In those days it took, if I remember rightly, three weeks to 

sail from London to Colombo. By the time we reached Ceylon, we had developed from a fortuitous concourse of isolated human atoms into a complex community with an elaborate system of castes and classes. The initial suspicion and reserve had soon given place to intimate friendships, intrigues, affairs, passionate loves and hates. I learned a great deal from my three weeks on board the P&O Syria. Nearly all my fellow-passengers were quite unlike the people whom I had known at home or at Cambridge. On the face of it and of them they were very ordinary persons with whom in my previous life I would have felt that I had little in common except perhaps mutual contempt.

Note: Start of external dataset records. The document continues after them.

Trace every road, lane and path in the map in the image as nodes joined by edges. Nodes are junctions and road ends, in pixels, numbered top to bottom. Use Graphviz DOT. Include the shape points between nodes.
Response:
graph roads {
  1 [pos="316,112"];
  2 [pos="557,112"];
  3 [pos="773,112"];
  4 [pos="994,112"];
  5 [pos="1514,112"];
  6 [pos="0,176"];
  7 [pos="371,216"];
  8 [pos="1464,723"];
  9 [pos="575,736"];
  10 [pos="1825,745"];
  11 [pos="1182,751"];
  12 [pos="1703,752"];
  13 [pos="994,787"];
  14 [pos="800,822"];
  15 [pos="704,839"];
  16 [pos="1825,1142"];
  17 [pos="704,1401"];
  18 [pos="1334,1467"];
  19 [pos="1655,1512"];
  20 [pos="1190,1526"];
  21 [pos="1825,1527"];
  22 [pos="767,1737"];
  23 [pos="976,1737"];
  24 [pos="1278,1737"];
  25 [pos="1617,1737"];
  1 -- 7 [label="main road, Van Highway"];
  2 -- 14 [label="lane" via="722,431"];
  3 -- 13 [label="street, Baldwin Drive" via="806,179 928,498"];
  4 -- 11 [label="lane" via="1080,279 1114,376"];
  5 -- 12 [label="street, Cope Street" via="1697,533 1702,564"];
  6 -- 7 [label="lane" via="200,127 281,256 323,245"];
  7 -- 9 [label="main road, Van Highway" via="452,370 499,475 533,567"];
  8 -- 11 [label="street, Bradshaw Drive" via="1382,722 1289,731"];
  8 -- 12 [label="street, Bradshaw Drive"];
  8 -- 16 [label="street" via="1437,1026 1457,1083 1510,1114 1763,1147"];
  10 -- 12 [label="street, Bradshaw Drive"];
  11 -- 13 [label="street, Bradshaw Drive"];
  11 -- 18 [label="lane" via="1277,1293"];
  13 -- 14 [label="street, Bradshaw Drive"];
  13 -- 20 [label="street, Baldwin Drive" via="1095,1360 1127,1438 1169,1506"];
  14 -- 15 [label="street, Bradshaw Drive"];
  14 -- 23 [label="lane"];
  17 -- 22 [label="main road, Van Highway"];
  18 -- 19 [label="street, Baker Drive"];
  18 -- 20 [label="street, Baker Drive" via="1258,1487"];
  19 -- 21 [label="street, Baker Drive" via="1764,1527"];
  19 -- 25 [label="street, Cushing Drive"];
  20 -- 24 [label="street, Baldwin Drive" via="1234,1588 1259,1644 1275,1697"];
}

I learned two valuable lessons: first how to get on with ordinary persons, and second that there are practically no ordinary persons – that beneath the façade of John Smith and Jane Brown there is a strange character and often a passionate individual.

One of the most interesting and unexpected exhibits was Captain L. of the Manchester Regiment, who, with a wife and small daughter, was going out to India. When I first saw and spoke to him, in the arrogant ignorance of youth and Cambridge, I thought he was inevitably the dumb and dummy figure that I imagined to be characteristic of any captain in the Regular Army. Nothing could have been more mistaken. He and his wife and child were in the cabin next to mine, and I became painfully aware that the small girl wetted her bed and that Captain L. and his wife thought that the right way to cure her was to beat her. I had not at that time read ‘A Child is Being Beaten’ or any other of the works of Sigmund Freud, but the hysterical shrieks and sobs that came from the next cabin convinced me that beating was not the right way to cure bedwetting, and my experience with dogs and other animals had taught me that corporal punishment is never a good instrument of education.